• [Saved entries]
########
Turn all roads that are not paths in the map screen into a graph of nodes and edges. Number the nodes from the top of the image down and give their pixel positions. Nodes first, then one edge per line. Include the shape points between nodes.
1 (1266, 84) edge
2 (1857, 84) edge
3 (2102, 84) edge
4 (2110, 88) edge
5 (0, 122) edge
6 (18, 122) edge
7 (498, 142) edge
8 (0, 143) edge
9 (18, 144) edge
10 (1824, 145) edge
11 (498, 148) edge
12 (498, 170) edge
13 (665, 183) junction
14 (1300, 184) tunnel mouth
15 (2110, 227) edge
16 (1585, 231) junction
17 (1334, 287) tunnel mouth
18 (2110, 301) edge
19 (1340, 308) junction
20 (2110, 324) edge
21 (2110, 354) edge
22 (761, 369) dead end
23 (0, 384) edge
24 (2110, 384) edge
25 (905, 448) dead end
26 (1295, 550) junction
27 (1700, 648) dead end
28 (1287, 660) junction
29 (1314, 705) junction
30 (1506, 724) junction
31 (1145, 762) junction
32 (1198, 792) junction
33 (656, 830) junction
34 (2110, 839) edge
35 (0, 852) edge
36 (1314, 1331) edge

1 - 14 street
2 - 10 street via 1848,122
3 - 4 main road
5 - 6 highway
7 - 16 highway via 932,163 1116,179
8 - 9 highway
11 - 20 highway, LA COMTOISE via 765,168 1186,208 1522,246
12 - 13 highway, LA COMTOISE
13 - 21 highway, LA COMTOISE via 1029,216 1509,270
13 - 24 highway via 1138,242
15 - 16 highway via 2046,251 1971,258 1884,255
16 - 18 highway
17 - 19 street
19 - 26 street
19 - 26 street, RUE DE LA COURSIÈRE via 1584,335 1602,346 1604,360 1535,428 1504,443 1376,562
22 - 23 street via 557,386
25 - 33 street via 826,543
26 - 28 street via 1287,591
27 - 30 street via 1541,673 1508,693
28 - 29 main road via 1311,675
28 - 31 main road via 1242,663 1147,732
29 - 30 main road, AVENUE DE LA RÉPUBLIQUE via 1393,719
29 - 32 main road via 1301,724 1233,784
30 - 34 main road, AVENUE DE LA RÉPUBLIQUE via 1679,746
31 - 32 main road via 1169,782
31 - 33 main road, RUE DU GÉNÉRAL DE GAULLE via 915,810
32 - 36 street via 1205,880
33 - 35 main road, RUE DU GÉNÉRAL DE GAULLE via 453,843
########
• [EXERCISE REQUIREMENTS]
Where in the records does the string "highway" appear? Copy every line that has it.

• [SOLUTION BELOW]
5 - 6 highway
7 - 16 highway via 932,163 1116,179
8 - 9 highway
11 - 20 highway, LA COMTOISE via 765,168 1186,208 1522,246
12 - 13 highway, LA COMTOISE
13 - 21 highway, LA COMTOISE via 1029,216 1509,270
13 - 24 highway via 1138,242
15 - 16 highway via 2046,251 1971,258 1884,255
16 - 18 highway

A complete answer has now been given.